Start of Exercise data

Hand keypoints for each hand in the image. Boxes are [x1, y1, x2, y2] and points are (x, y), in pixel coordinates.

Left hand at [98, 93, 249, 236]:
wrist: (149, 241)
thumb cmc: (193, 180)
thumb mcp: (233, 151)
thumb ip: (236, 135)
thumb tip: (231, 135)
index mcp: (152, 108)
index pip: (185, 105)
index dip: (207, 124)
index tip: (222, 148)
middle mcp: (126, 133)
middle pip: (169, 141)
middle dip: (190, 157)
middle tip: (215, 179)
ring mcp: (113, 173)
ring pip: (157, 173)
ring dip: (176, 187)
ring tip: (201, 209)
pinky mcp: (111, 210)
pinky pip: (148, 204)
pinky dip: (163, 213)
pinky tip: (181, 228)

End of Exercise data

▶ **What you have to do**
Every line above with the word "index" belongs in the answer, copied as written.

▶ **Written answer**
index mcp: (152, 108)
index pip: (185, 105)
index dip: (207, 124)
index tip: (222, 148)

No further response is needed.